There is a highly customizable avatar, with clothing, accessories, and even a few fantastical features that you can purchase with tokens. The tokens are easily obtainable by simply doing your task (in this case, writing). 
The cottage room is also highly customizable, with different sections for you to work at, be it on the bed, at the desk, on a bay window, or next to a fireplace. All of these spaces allow you to select decor for certain things and the game is constantly being updated with new items for holidays as they come. 

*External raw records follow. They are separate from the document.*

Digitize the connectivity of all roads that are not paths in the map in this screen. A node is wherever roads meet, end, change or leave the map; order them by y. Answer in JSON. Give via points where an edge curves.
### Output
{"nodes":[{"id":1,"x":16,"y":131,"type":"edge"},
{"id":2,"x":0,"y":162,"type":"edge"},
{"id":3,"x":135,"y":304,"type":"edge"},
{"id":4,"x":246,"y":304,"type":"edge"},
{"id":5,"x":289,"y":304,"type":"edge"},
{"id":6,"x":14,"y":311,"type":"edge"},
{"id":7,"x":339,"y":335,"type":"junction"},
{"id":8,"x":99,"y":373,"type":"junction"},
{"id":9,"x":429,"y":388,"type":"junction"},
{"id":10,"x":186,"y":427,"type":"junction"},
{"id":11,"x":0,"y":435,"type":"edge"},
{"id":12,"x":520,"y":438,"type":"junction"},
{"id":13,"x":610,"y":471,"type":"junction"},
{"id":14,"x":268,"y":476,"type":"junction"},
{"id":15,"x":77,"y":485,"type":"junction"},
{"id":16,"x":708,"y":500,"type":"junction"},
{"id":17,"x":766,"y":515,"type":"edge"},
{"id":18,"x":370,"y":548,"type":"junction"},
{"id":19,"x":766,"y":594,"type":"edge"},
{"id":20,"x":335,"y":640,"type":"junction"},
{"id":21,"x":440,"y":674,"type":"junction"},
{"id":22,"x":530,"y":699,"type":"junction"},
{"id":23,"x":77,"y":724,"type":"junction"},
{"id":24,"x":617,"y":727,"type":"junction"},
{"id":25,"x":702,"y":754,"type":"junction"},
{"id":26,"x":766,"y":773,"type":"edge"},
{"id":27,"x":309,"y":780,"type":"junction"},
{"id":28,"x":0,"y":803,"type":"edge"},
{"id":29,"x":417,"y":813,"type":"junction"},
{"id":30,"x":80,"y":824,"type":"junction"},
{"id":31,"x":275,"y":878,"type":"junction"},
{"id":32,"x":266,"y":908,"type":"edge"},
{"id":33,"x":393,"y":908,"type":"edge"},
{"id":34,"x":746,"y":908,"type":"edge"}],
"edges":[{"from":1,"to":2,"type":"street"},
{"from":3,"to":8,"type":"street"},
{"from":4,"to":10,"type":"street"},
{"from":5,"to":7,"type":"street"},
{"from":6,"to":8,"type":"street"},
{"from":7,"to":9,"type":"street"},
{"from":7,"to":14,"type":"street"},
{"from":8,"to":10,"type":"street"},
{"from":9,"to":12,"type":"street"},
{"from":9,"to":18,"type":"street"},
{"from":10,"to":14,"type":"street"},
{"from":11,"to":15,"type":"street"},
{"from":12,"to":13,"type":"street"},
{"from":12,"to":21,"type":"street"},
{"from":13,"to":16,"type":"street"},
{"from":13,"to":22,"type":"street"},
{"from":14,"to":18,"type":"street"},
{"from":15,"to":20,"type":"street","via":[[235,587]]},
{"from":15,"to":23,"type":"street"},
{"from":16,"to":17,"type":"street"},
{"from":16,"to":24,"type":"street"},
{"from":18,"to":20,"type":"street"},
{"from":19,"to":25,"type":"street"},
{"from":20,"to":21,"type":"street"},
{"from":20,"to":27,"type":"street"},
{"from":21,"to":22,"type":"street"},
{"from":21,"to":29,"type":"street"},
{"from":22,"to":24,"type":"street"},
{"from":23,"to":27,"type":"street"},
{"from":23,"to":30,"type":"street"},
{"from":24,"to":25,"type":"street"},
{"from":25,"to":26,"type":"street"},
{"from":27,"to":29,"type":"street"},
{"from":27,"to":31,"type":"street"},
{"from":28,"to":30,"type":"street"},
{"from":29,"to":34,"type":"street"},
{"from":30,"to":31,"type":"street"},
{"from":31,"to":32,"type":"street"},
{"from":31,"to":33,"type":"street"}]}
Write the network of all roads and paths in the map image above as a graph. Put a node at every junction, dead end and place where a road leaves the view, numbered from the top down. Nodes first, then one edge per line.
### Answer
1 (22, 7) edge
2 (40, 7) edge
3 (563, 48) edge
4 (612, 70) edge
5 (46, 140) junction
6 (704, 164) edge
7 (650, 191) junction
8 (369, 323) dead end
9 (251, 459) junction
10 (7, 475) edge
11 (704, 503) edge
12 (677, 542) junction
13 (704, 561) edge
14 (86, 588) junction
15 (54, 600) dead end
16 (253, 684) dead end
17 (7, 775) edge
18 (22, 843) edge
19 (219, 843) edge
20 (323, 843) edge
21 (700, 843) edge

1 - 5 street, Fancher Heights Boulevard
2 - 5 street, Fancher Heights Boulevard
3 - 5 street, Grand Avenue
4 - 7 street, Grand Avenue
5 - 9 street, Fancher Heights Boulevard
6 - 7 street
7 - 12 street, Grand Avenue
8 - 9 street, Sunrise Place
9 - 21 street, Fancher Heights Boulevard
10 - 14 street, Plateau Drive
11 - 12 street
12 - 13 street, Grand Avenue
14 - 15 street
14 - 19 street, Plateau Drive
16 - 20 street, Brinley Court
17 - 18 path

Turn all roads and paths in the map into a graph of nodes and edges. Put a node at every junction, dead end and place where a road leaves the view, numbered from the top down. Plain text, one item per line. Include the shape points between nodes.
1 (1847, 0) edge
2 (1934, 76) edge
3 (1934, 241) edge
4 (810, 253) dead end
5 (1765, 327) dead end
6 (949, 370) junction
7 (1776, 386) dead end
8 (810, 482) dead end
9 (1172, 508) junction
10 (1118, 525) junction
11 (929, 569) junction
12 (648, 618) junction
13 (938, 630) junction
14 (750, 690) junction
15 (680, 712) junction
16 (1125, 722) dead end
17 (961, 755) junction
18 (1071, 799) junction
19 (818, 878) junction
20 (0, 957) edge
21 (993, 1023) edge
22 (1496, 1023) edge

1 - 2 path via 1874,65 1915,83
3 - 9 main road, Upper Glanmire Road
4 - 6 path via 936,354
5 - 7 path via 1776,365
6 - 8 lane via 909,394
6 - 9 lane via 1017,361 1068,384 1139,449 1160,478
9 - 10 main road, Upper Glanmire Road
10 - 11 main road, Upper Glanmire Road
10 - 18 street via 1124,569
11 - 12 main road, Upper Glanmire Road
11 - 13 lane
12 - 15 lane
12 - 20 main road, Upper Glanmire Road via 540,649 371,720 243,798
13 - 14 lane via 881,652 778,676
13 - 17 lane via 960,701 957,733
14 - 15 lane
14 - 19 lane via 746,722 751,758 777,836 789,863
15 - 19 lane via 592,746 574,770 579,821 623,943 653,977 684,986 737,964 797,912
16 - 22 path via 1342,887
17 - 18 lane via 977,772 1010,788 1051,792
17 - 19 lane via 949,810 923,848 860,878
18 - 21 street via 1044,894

The most intriguing incentive to work, however, are the spirits. These cute creatures come about when you do a specific task in a specific environment that correlates with the spirit that will find what you’re doing interesting. When you’ve enticed the spirit, your Spiritdex will light up, telling you you are in the right place with the right atmosphere for the spirit to show up soon. Keep doing your task, treating the game like any other productivity tool, and eventually a spirit will pop up to be your companion.  
So far there are twenty two spirits to collect while you are whittling down your to-do lists or using the timer to focus on work.
Along with a to-do list and timer, there is a habit tracker and a personal journal. The selected music is lo-fi, but there is the ability to use YouTube through the game to find music for your tastes. 

Honorable Mentions

These games and programs are still worth a glance if you are looking for something more specific, less expensive, or just like to try them all. In no particular order, here are some map editors, typing games, and productivity trackers to try for yourself. I even tossed in a few desktop idle cuteness to spruce up the mundane task of looking at a screen for hours. 
  • Inkarnate
  • The Legend of Pomodoro
  • Chill Corner
  • Minecraft
  • Dino Market
  • Chill Pulse
  • Capoo Pals
I hope somewhere on this list is the perfect game to push you to productivity, regardless where you are in your writing journey.